- Opening Delimiter -

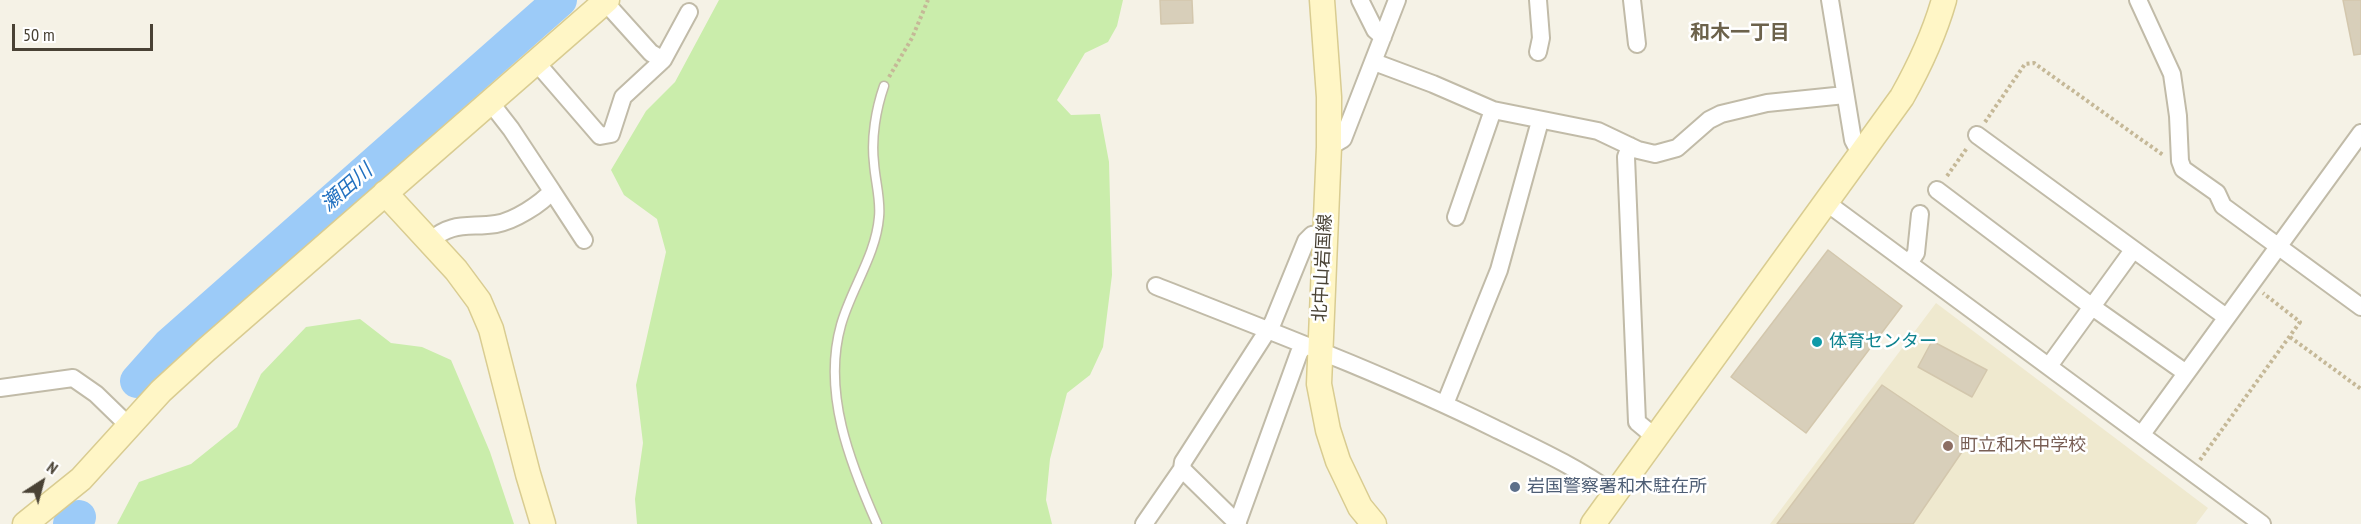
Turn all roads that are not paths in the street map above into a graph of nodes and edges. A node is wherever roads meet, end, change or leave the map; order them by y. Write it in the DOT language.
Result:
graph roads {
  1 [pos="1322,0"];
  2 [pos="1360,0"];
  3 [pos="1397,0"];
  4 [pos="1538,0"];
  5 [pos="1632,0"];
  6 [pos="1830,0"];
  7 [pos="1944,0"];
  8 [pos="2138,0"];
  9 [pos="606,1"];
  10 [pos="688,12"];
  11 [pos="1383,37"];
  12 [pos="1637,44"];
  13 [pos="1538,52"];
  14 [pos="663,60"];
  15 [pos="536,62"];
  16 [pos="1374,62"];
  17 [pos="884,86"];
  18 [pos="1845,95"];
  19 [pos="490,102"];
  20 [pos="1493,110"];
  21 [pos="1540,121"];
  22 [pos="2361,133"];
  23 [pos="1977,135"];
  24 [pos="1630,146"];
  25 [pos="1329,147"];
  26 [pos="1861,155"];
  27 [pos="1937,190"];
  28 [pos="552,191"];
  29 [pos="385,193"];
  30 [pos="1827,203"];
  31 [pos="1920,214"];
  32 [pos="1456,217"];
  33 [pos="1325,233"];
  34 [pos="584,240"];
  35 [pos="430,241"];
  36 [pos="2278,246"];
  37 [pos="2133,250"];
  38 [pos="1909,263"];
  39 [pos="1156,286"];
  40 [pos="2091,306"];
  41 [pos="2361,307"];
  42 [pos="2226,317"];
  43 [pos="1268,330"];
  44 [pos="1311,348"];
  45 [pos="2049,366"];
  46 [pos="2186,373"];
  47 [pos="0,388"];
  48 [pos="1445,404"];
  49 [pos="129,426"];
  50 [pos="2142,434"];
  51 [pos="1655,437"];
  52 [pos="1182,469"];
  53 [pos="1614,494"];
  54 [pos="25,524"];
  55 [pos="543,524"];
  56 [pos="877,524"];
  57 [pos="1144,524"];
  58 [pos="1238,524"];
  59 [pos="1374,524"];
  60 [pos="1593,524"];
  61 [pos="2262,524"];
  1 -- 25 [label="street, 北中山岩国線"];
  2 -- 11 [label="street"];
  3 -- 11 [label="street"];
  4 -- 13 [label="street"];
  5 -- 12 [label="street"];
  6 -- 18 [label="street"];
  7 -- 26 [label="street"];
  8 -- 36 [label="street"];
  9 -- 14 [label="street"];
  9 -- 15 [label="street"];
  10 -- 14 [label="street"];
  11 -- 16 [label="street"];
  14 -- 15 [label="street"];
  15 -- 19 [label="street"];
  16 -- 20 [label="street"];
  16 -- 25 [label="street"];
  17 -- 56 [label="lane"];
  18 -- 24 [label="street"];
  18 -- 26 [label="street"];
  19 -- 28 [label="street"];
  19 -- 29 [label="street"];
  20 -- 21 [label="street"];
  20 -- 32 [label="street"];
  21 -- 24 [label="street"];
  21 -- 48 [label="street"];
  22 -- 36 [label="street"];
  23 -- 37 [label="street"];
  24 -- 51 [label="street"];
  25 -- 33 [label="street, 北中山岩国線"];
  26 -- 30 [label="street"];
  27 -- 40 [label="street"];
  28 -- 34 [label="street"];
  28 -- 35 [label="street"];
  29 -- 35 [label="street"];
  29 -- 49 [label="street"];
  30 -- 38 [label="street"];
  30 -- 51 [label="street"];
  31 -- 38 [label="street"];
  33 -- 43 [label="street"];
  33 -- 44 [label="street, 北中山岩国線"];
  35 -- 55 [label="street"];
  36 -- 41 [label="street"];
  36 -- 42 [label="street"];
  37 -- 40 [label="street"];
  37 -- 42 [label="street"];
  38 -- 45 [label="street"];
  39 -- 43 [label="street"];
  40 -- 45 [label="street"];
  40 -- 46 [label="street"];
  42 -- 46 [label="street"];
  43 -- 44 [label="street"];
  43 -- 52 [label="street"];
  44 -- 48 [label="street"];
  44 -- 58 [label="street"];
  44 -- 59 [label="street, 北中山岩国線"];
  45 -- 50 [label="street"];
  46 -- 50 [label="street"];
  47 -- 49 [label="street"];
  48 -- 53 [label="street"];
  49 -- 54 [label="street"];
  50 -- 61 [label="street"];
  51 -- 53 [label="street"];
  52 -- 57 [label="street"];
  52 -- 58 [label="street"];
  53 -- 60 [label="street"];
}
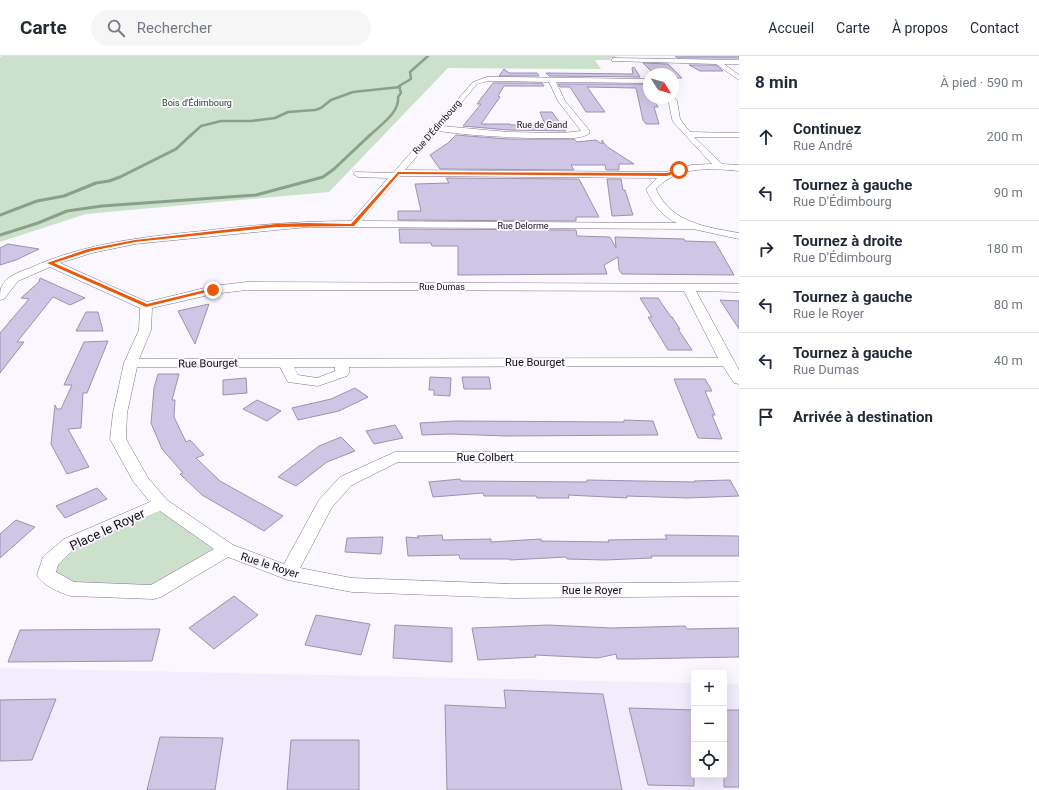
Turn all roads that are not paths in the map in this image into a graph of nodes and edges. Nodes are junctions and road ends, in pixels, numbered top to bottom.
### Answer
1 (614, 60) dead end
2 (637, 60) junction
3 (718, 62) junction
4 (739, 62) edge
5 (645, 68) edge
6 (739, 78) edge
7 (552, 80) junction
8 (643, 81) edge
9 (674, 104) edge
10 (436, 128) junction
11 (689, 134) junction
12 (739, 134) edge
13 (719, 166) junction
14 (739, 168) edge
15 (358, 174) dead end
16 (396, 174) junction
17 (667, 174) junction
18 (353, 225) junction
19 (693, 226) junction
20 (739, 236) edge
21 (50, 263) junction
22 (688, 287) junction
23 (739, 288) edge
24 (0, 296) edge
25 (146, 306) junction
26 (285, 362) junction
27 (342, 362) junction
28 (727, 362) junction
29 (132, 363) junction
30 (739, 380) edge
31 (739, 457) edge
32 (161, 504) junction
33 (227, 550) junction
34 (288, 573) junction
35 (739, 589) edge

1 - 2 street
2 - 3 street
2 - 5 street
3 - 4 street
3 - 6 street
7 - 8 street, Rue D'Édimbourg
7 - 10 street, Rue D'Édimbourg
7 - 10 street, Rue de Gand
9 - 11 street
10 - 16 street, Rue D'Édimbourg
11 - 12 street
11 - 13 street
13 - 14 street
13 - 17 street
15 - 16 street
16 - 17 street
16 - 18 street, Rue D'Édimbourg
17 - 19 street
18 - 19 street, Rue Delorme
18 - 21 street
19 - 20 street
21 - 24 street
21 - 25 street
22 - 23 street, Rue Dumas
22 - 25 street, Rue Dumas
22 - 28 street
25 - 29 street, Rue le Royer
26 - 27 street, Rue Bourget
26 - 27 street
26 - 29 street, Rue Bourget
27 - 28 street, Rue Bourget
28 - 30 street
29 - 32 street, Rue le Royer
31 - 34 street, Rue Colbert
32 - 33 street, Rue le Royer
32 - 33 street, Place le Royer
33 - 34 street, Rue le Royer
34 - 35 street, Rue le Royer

- Closing Delimiter -

## [AIM OF THE TASK]
For each line of the entries that includes "北中山岩国線", show that line.

## [SOLUTION TO THIS TASK]
  1 -- 25 [label="street, 北中山岩国線"];
  25 -- 33 [label="street, 北中山岩国線"];
  33 -- 44 [label="street, 北中山岩国線"];
  44 -- 59 [label="street, 北中山岩国線"];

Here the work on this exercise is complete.